COURT of Appeal has rejected Mohamed Enterprises Tanzania Limited’s (MeTL) petition against 100m/- compensation to Tabora resident, Mussa Chekechea, for alleged negligence leading to his father’s death.
Chekechea’s father was allegedly instructed to collect money physically from the company clients in Urambo to Tabora for banking, but the employer never provided security for escort, and as a result bandits attacked and killed him on the way.
Justices Mbarouk Mbarouk, Stella Mugasha and Jacobs Mwambegele ruled against MeTL, upholding one ground of preliminary objection successfully argued by Advocate Mugaya Mutaki, for Chekechea son, the respondent in the appeal.

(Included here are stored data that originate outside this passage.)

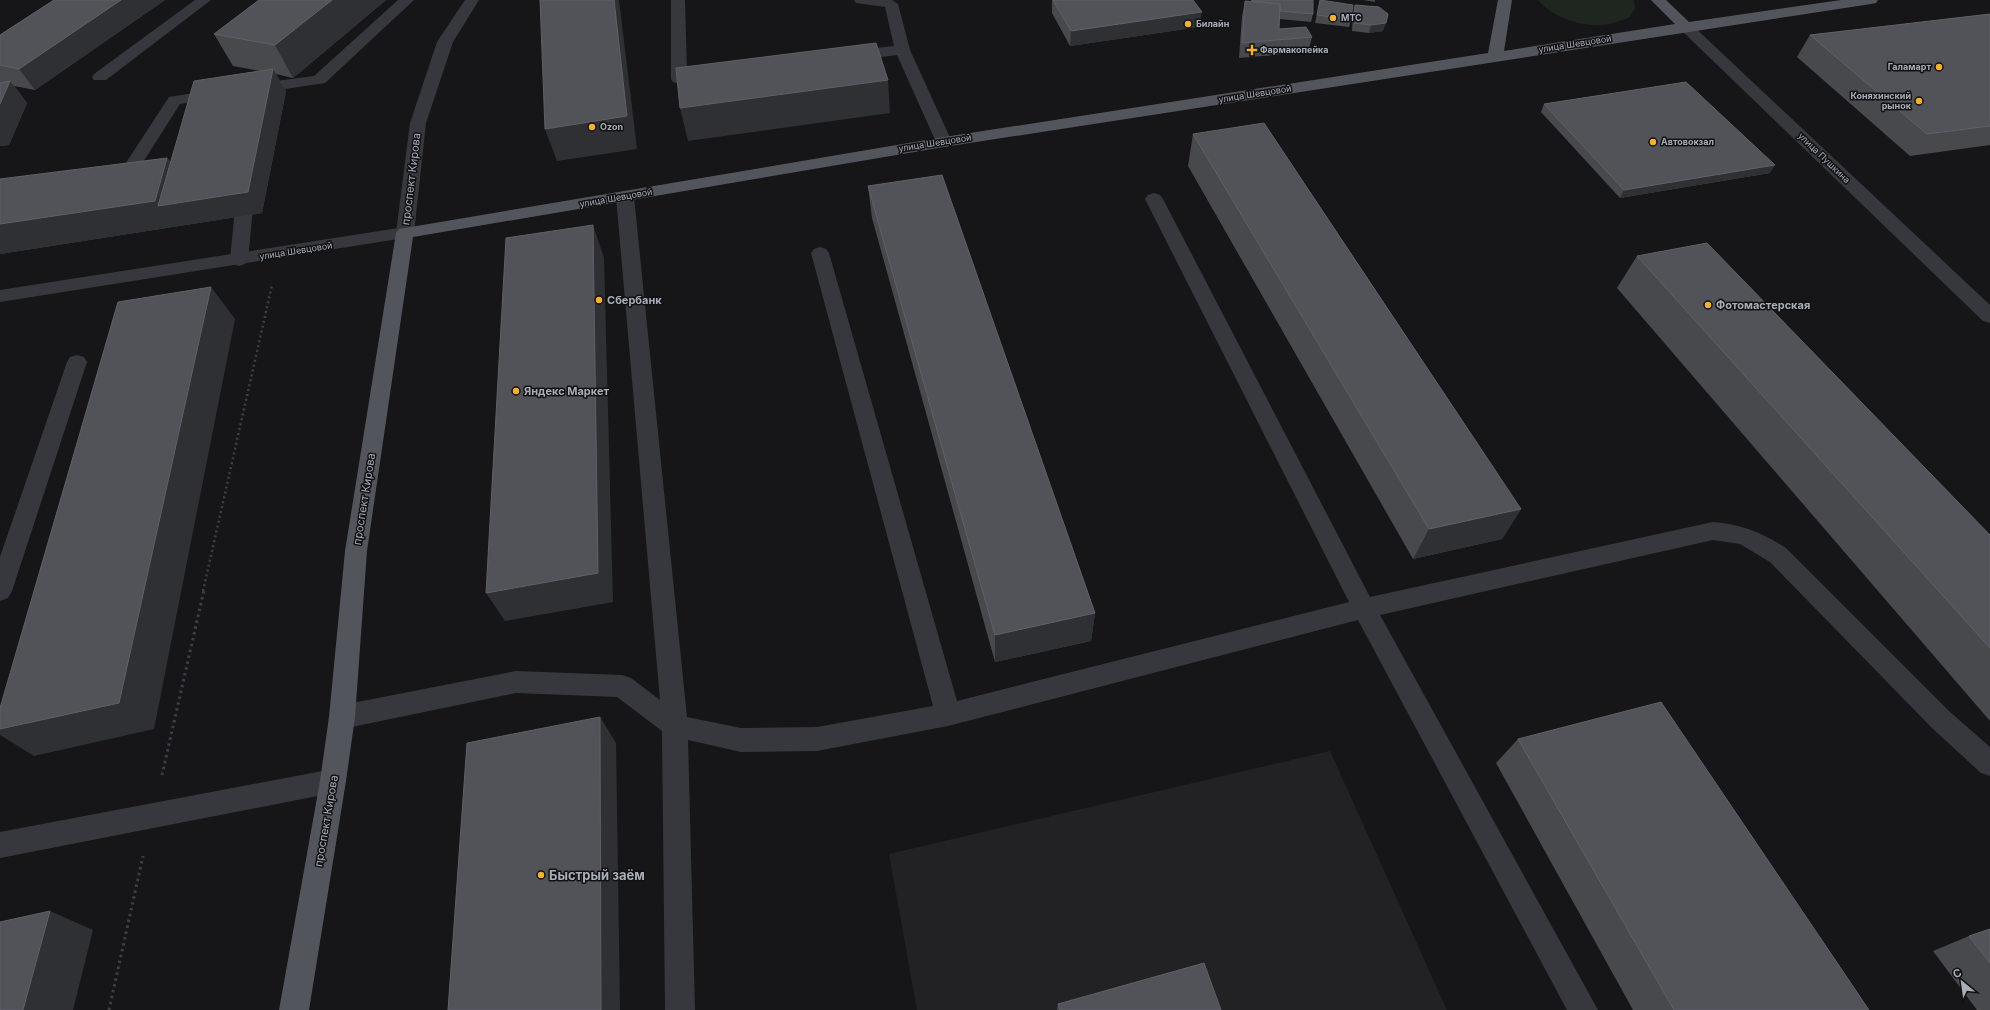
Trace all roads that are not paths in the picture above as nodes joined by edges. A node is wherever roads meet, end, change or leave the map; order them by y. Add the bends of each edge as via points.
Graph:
1 (204, 0) edge
2 (406, 0) edge
3 (472, 0) edge
4 (678, 0) edge
5 (861, 0) edge
6 (1505, 0) edge
7 (1658, 0) edge
8 (1872, 0) edge
9 (1686, 27) junction
10 (902, 50) junction
11 (1495, 57) junction
12 (833, 59) edge
13 (710, 75) edge
14 (100, 77) dead end
15 (944, 142) junction
16 (248, 176) edge
17 (94, 180) edge
18 (626, 197) junction
19 (1154, 199) dead end
20 (405, 233) junction
21 (820, 253) dead end
22 (239, 260) junction
23 (0, 296) edge
24 (1990, 316) edge
25 (77, 362) dead end
26 (0, 591) edge
27 (1364, 608) junction
28 (948, 715) junction
29 (342, 717) junction
30 (676, 726) junction
31 (1990, 764) edge
32 (333, 781) junction
33 (0, 845) edge
34 (294, 1010) edge
35 (680, 1010) edge
36 (1583, 1010) edge

1 - 14 street
2 - 17 street via 319,80 175,100 125,176
3 - 20 street, проспект Кирова via 445,42 418,123
4 - 13 street via 679,79
5 - 10 street via 891,4
6 - 11 main road
7 - 9 main road, улица Пушкина
8 - 9 main road, улица Шевцовой
9 - 11 main road, улица Шевцовой
9 - 24 street, улица Пушкина
10 - 12 street
10 - 15 street
11 - 15 main road, улица Шевцовой
15 - 18 main road, улица Шевцовой
16 - 22 street
18 - 20 main road, улица Шевцовой
18 - 30 street
19 - 27 street
20 - 22 street, улица Шевцовой
20 - 29 main road, проспект Кирова via 356,551
21 - 28 street
22 - 23 street, улица Шевцовой
25 - 26 street
27 - 28 street
27 - 31 street via 1713,531 1736,532 1753,539 1778,555 1941,720
27 - 36 street
28 - 30 street via 817,739 741,740
29 - 30 street via 516,682 622,686
29 - 32 main road, проспект Кирова
30 - 35 street
32 - 33 street
32 - 34 main road, проспект Кирова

In the ground of objection, the respondent had alleged that MeTL, the appellant, did not serve a copy of the record of appeal to the respondent, as required by Rule 97 (1) of the Court of Appeal Rules, before or within seven days after lodging the memorandum of appeal in the appropriate registry.

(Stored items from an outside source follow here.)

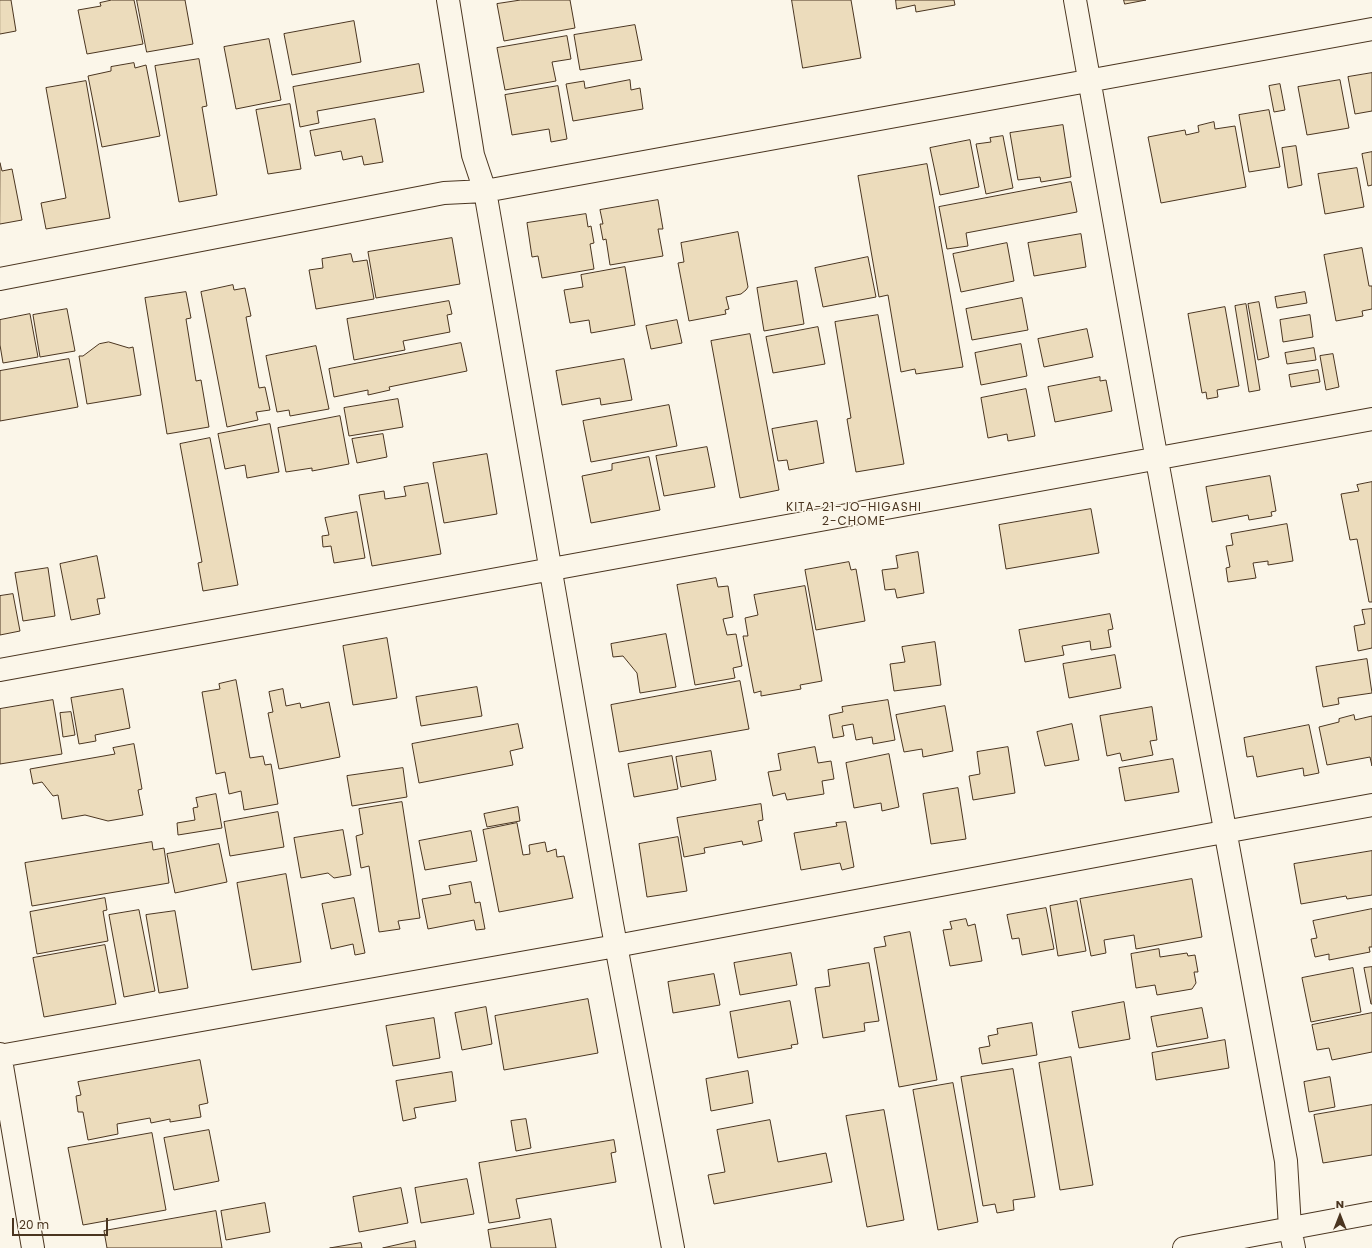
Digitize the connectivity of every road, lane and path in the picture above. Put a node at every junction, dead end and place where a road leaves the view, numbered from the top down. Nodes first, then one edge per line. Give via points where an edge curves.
1 (448, 0) edge
2 (1075, 0) edge
3 (1372, 30) edge
4 (1090, 81) junction
5 (484, 191) junction
6 (0, 279) edge
7 (1372, 420) edge
8 (1158, 459) junction
9 (550, 570) junction
10 (0, 670) edge
11 (1372, 805) edge
12 (1225, 831) junction
13 (616, 946) junction
14 (0, 1056) edge
15 (1372, 1213) edge
16 (1292, 1238) edge
17 (33, 1248) edge
18 (672, 1248) edge
19 (1184, 1248) edge

1 - 5 street via 473,155
2 - 4 street
3 - 4 street
4 - 5 street
4 - 8 street
5 - 6 street via 444,193
5 - 9 street
7 - 8 street
8 - 9 street
8 - 12 street
9 - 10 street
9 - 13 street
11 - 12 street
12 - 13 street
12 - 16 street via 1286,1161
13 - 14 street
13 - 18 street
14 - 17 street
15 - 16 street
16 - 19 street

The justices noted that under Rule 86 (1) of the Rules, every person on whom a notice of appeal is served is required within 14 days after service of the notice to lodge in the appropriate registry and serve the appellant of full and sufficient address.
In the case, they said, it was not prudent for the appellant to serve the respondent with the memorandum of appeal through the address stated in the plaint (RMK Advocate), as he was already served with the notice of appeal through Mtaki Advocate.
According to the justices, the address in the plaint was for the purpose of service in matters relating to the trial before the High Court and not the appeal before the Court.
They stated that since it was the notice of appeal which puts the appeal process in motion after it is served to the respondent, Rule 86 of the Rules directs the respondent to lodge to the Court registry the address through which to effect the service of documents relating to the appeal.
In the absence of any other address apart from Mtaki Advocates through which the respondent was served with the notice of appeal, that was the available respondent’s address known to the appellant ever since he served the notice of appeal to the respondent.
“Therefore, the appellant ought to have served the record of appeal to the respondent through Mtaki Advocate and not RMK Advocate who represented the respondent at the trial,” the justices ruled.
They further noted that since Dr Masumbuko Lamwai, appearing for MeTL, had not contested that Mr Mtaki represented the respondent in two other applications ancillary to the appeal, it was their view that he was pretty aware that in the appeal the respondent appeal was through Mtaki Advocate. They, therefore, agreed with Mr Mtaki that the record of appeal was not served to the respondent.
Since the record of appeal was filed on June 11, 2015 and it was not served within seven days as required by law, the appeal is rendered incompetent. In the High Court, the respondent instituted against the appellant a suit, claiming 500m/- general damages.
The basis of the claim was the alleged negligence to employ security guards to escort his late father, Shaban Hamis Chekechea. The respondent alleged that his father was on January 5, 2007 shot to death by armed robbers when transporting 70m/- belonging to the appellant, which was as well stolen.